On July 29, 1863, a decree changed the national flag and coat of arms.

==== Decree of Guarantees ====
In 1863, the Decree of Guarantees was issued, which abolished the death penalty, confinement, and banishment, and called for elections for a National Constituent Assembly. The decree was to remain in effect until a new pact was reached among the Venezuelan states.

==== National Constituent Assembly ====
The decree gave Falcón popularity; he won the elections for the National Constituent Assembly, where he was conferred the title of Marshal, and achieved the stability needed to govern. The Constituent Assembly decreed the creation of the Federal District in February 1864, incorporating the territories of Caracas, Maiquetía, and La Guaira.

==== National Constitution of 1864 ====
The political climate became increasingly tense, with protests in various states of the country. In 1864, the new national constitution was promulgated, changing the country's name from "State of Venezuela" to "United States of Venezuela" under the argument that the union would now be federal and therefore a "states' union," adopting a decentralizing vision in which the states would have autonomy. The death penalty was abolished.

Regarding the constitution, President Falcón declared:

"It will be the first monument of liberty to rise in this opulent America, as noble as the heart of its children, as glorious as the destinies that await it..."
— Juan Crisóstomo Falcón

==== Civil Code ====
On May 21, 1867, the Venezuelan Civil Code was reformed.

=== Judicial policy ===
The Federal High Court was designated as the supreme judicial power by the National Constituent Assembly.

=== Defense ===
In 1869, journalist Antonio Leocadio Guzmán criticized the government of Juan Crisóstomo Falcón for the implementation of conscription. He denounced that, since Falcón's regime, men were "hunted through towns and fields with satanic fury."

=== Economics ===

1‑centavo coin of 1863

Venezuela was economically ruined by the Federal War at the beginning of Falcón's presidency. The fiscal management of his government has been considered disorganized and riddled with corruption; the Minister of Finance resigned because there was no money in the Treasury, and the following year, Congress was dissolved because there was no way to pay the deputies and senators.

=== Electoral policy ===
Venezuela was economically ruined by the Federal War at the beginning of Falcón's presidency. The fiscal management of his government has been considered disorganized and riddled with corruption; the Minister of Finance resigned because there was no money in the Treasury, and the following year, Congress was dissolved because there was no way to pay the deputies and senators.

=== Human Rights ===
On August 18, 1863, President Falcón signed a decree on citizen guarantees, which guaranteed civil and political rights.

=== Infrastructure ===
In 1866, the Puerto Cabello–El Palito railroad and the Buena Vista aqueduct in Coro were inaugurated.

=== Media policy ===
Press freedom was expanded during the government of Juan Crisóstomo Falcón.

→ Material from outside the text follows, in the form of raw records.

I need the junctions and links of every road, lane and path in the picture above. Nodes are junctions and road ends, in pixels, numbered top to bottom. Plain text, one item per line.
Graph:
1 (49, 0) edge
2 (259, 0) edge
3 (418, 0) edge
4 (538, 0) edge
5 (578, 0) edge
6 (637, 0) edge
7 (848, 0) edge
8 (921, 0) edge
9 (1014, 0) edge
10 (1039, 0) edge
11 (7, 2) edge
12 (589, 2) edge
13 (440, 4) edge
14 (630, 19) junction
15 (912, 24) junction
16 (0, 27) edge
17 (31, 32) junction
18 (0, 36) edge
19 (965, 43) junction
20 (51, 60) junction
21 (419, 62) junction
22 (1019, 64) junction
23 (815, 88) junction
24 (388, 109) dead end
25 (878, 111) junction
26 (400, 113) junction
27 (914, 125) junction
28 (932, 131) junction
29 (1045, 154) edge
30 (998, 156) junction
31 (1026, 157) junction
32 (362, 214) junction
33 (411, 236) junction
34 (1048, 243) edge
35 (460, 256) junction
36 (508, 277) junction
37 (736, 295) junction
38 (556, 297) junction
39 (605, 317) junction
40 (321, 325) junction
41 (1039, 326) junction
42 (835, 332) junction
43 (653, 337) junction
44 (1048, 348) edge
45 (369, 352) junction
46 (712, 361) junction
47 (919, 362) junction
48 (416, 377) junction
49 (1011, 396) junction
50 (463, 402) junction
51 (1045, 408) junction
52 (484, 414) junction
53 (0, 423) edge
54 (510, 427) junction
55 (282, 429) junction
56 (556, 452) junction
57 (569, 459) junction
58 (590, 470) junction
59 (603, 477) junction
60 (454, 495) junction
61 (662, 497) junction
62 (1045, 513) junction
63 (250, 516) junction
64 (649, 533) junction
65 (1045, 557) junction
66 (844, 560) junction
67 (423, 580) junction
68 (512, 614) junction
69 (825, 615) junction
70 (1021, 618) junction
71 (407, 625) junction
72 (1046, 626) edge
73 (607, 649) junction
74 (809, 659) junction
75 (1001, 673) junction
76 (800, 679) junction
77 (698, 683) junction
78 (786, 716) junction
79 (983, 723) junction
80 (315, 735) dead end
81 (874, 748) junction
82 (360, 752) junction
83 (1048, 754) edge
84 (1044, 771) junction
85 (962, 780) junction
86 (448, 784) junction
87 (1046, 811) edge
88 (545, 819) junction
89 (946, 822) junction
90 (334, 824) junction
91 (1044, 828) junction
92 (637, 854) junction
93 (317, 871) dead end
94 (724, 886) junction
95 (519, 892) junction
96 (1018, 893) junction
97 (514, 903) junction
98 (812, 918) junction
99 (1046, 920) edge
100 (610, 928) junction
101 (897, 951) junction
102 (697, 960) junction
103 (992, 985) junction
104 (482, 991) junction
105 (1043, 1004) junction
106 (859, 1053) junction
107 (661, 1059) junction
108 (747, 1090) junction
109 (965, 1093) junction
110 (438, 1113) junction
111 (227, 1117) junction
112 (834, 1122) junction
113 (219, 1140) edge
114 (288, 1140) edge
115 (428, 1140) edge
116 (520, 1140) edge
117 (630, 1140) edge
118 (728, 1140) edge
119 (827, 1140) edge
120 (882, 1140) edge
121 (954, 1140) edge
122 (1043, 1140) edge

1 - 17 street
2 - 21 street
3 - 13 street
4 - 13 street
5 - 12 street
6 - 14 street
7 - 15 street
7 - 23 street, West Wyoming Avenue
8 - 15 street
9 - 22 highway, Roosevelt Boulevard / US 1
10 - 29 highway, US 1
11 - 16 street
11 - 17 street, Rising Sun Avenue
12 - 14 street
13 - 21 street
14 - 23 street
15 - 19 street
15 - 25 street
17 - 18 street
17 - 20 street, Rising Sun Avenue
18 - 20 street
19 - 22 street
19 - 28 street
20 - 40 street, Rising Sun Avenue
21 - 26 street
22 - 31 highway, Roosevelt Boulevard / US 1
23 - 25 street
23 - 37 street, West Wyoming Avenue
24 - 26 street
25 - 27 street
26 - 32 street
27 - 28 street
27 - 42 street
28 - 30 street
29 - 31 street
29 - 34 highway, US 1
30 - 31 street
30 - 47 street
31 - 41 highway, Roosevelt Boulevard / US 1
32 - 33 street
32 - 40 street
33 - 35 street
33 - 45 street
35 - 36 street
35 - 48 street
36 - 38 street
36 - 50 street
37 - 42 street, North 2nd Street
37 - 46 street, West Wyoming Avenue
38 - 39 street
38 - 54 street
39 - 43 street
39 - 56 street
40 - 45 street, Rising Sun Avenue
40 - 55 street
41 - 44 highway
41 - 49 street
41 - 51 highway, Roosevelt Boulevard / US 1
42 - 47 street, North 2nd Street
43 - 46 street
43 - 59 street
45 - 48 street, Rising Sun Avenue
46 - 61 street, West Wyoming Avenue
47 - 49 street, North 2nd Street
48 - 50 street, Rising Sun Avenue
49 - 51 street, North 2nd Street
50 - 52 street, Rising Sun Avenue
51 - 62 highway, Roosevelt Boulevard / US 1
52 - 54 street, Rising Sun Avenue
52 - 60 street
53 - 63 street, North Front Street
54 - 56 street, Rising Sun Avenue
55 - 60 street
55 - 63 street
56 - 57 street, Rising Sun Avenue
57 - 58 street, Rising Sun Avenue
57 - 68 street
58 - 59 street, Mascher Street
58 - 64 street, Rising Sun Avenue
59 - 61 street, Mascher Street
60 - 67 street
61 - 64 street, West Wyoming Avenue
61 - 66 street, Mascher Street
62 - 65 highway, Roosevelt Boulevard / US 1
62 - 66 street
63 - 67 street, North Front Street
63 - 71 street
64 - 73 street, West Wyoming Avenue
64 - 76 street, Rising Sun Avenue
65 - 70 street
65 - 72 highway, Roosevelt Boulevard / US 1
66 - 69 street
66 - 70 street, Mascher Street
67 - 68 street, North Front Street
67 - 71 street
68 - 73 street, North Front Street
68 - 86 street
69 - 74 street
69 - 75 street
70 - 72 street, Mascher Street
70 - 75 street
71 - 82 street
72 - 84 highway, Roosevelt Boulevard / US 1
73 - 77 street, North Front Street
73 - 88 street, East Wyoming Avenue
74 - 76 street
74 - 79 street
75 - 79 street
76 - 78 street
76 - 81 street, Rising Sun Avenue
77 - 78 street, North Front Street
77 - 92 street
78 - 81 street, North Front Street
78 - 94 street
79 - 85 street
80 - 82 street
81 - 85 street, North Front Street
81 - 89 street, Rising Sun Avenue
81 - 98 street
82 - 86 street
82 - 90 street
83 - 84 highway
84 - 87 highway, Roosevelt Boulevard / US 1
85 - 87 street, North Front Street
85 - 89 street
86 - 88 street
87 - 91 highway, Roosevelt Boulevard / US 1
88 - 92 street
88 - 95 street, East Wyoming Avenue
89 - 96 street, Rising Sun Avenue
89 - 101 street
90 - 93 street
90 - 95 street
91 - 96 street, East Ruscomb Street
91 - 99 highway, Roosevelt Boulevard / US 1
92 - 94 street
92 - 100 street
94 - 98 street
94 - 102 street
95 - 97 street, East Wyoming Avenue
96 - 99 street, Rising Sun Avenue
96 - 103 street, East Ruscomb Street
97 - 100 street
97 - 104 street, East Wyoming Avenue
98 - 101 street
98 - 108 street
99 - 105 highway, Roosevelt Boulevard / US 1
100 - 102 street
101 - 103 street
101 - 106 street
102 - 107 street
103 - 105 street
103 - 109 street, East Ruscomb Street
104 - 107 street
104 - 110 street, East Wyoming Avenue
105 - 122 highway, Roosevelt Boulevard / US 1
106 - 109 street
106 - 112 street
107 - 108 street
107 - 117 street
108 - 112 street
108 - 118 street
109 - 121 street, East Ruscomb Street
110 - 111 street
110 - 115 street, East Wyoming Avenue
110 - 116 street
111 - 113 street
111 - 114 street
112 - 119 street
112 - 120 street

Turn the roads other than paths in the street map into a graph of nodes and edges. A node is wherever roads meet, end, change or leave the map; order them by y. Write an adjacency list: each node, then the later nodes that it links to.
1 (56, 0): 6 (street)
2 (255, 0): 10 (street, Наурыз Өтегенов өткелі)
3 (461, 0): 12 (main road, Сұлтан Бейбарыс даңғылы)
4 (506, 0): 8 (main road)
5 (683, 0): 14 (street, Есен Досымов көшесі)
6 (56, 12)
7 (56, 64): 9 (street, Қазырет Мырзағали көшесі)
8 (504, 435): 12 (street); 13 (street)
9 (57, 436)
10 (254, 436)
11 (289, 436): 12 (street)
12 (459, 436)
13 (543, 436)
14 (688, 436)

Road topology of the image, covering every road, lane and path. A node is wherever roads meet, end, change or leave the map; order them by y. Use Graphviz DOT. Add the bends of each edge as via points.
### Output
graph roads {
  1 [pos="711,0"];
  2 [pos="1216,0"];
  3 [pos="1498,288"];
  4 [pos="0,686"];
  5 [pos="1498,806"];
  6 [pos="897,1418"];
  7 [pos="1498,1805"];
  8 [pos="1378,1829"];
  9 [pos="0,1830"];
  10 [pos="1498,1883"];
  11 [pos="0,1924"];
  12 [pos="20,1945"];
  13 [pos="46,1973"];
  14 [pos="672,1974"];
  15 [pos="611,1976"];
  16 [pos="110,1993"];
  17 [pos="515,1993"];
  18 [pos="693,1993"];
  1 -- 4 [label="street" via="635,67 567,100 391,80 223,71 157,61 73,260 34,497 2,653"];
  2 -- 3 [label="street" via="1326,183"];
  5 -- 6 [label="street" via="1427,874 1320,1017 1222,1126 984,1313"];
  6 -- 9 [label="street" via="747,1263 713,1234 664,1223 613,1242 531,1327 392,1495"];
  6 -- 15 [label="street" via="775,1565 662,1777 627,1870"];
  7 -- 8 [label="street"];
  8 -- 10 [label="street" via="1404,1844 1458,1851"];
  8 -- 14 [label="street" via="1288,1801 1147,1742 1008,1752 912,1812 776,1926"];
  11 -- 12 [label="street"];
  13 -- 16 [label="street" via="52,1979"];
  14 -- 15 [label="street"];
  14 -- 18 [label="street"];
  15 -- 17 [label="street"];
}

=== Resignation of Falcón ===
Growing opposition to President Falcón in Congress led to his resignation in 1868, in which he declared:

"The time has come to fulfill my promise to the nation: to withdraw from power, leaving it master of its own fate."
— Juan Crisóstomo Falcón

== Ideology ==
The ideology promoted was federalism; however, after decades of a centralist model, society initially did not know how to apply it nor fully understand it.

== Opposition ==

=== Blue Revolution ===

Congress appointed Manuel Ezequiel Bruzual during the fighting to suppress the Blue Revolution, led by José Tadeo Monagas, after which Juan Crisóstomo Falcón withdrew from political life.